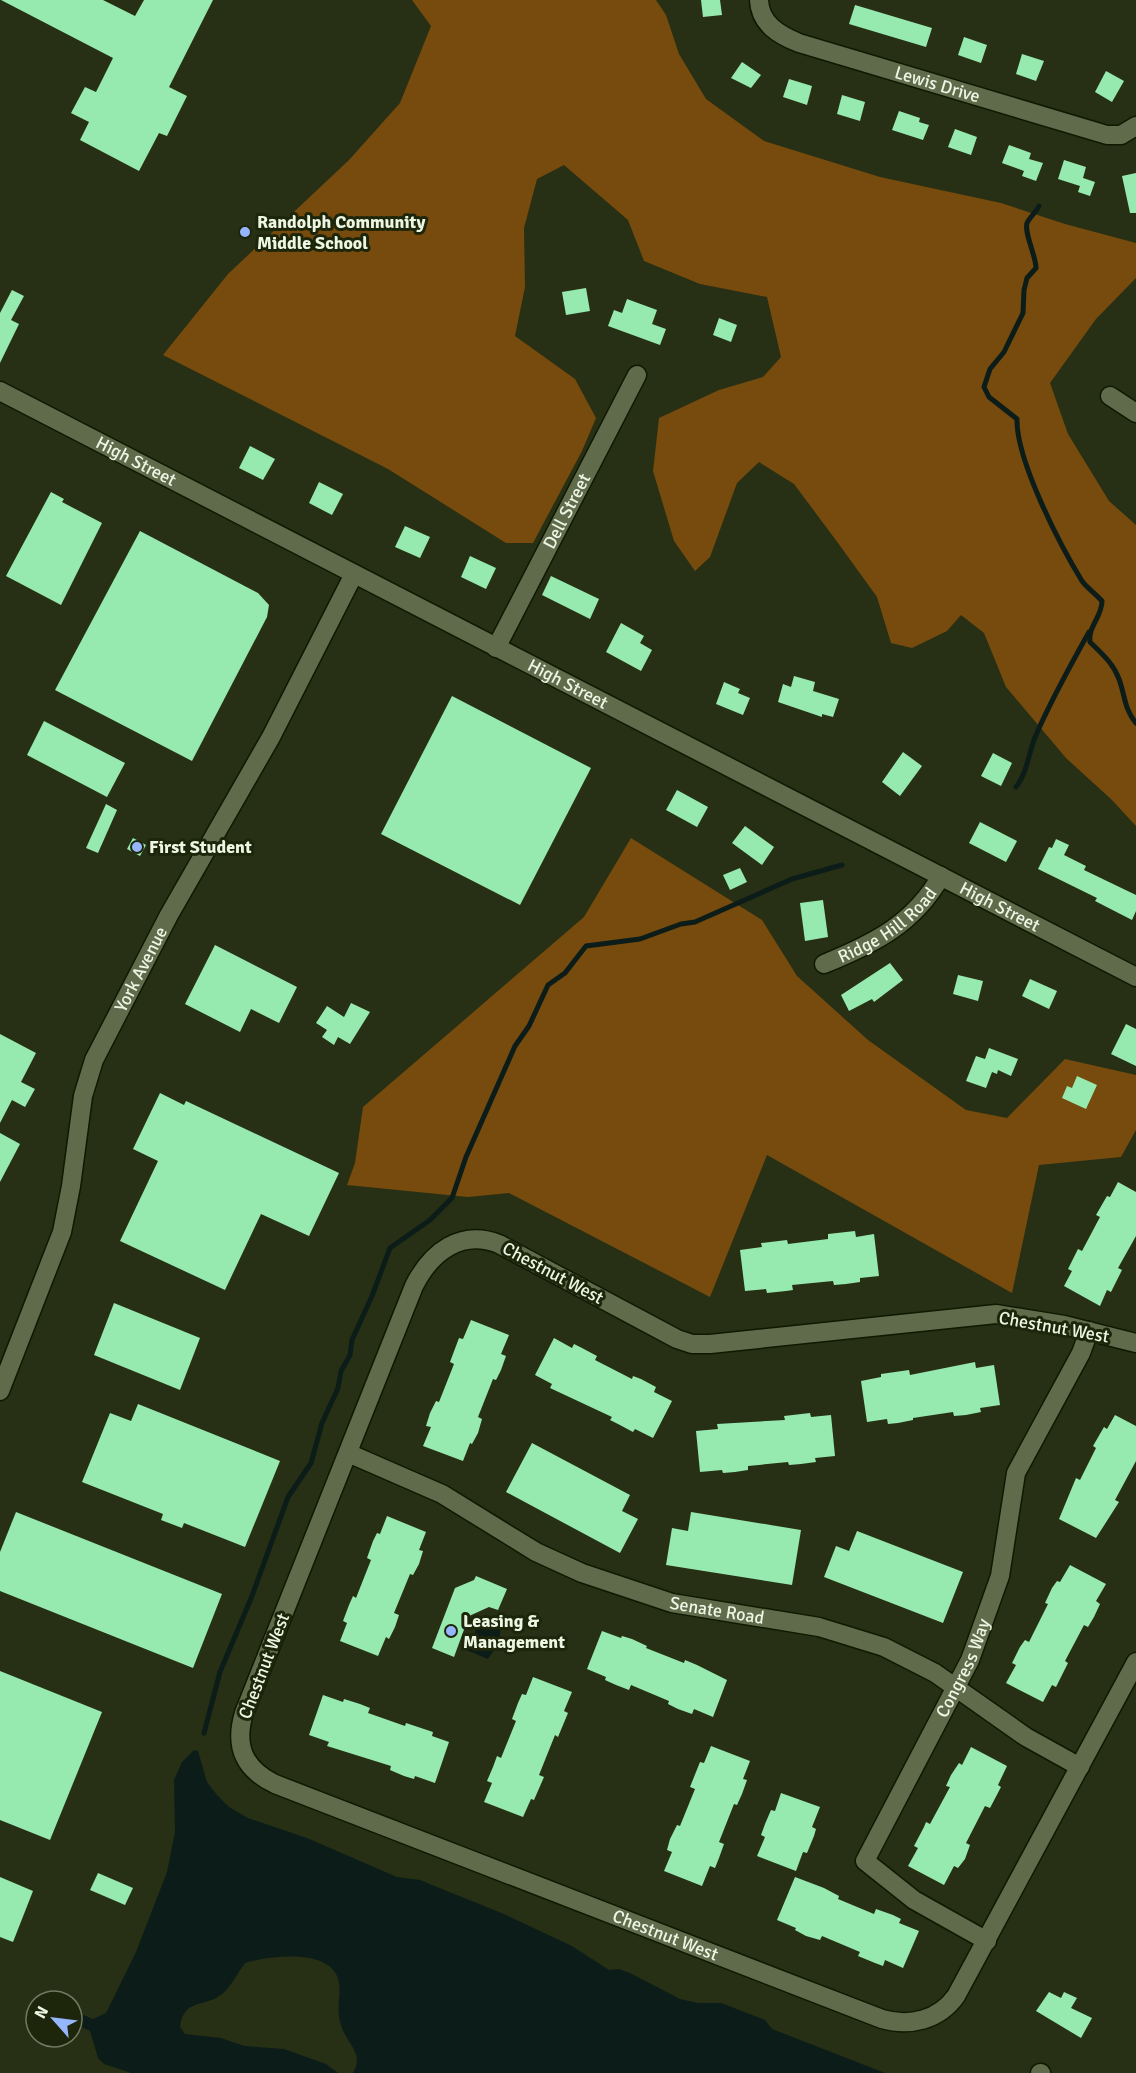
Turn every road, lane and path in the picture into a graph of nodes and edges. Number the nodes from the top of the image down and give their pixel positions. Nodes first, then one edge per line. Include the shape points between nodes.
1 (759, 0) edge
2 (1136, 126) edge
3 (638, 375) dead end
4 (0, 391) edge
5 (1110, 396) dead end
6 (1136, 413) edge
7 (354, 574) junction
8 (496, 648) junction
9 (941, 876) junction
10 (824, 964) dead end
11 (1136, 977) edge
12 (1089, 1331) junction
13 (1136, 1343) edge
14 (0, 1391) edge
15 (348, 1454) junction
16 (1136, 1662) edge
17 (956, 1688) junction
18 (1080, 1767) junction
19 (987, 1941) junction

1 - 2 street, Lewis Drive via 761,14 770,26 799,43 1107,135 1121,135
3 - 8 street, Dell Street
4 - 7 street, High Street
5 - 6 street
7 - 8 street, High Street
7 - 14 street, York Avenue via 271,738 169,915 94,1060 82,1102 66,1218
8 - 9 street, High Street
9 - 10 street, Ridge Hill Road via 920,907 901,925 863,948
9 - 11 street, High Street
12 - 13 street, Chestnut West
12 - 15 street, Chestnut West via 996,1314 692,1344 499,1244 481,1238 464,1239 437,1254 419,1277
12 - 17 street, Congress Way via 1016,1473 997,1589
15 - 17 street, Senate Road via 442,1494 536,1552 582,1573 687,1607 802,1623 852,1636 915,1662
15 - 19 street, Chestnut West via 242,1721 240,1747 252,1770 275,1784 892,2022 910,2023 944,2009 956,1996
16 - 18 street, Chestnut West
17 - 18 street, Senate Road via 1026,1737
17 - 19 street, Congress Way via 865,1861 914,1900
18 - 19 street, Chestnut West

* * * *

* _Exercise description_:
With the pictures removed, print the entries above exactly.

* _Exercise answer_:
Turn every road, lane and path in the picture into a graph of nodes and edges. Number the nodes from the top of the image down and give their pixel positions. Nodes first, then one edge per line. Include the shape points between nodes.
1 (759, 0) edge
2 (1136, 126) edge
3 (638, 375) dead end
4 (0, 391) edge
5 (1110, 396) dead end
6 (1136, 413) edge
7 (354, 574) junction
8 (496, 648) junction
9 (941, 876) junction
10 (824, 964) dead end
11 (1136, 977) edge
12 (1089, 1331) junction
13 (1136, 1343) edge
14 (0, 1391) edge
15 (348, 1454) junction
16 (1136, 1662) edge
17 (956, 1688) junction
18 (1080, 1767) junction
19 (987, 1941) junction

1 - 2 street, Lewis Drive via 761,14 770,26 799,43 1107,135 1121,135
3 - 8 street, Dell Street
4 - 7 street, High Street
5 - 6 street
7 - 8 street, High Street
7 - 14 street, York Avenue via 271,738 169,915 94,1060 82,1102 66,1218
8 - 9 street, High Street
9 - 10 street, Ridge Hill Road via 920,907 901,925 863,948
9 - 11 street, High Street
12 - 13 street, Chestnut West
12 - 15 street, Chestnut West via 996,1314 692,1344 499,1244 481,1238 464,1239 437,1254 419,1277
12 - 17 street, Congress Way via 1016,1473 997,1589
15 - 17 street, Senate Road via 442,1494 536,1552 582,1573 687,1607 802,1623 852,1636 915,1662
15 - 19 street, Chestnut West via 242,1721 240,1747 252,1770 275,1784 892,2022 910,2023 944,2009 956,1996
16 - 18 street, Chestnut West
17 - 18 street, Senate Road via 1026,1737
17 - 19 street, Congress Way via 865,1861 914,1900
18 - 19 street, Chestnut West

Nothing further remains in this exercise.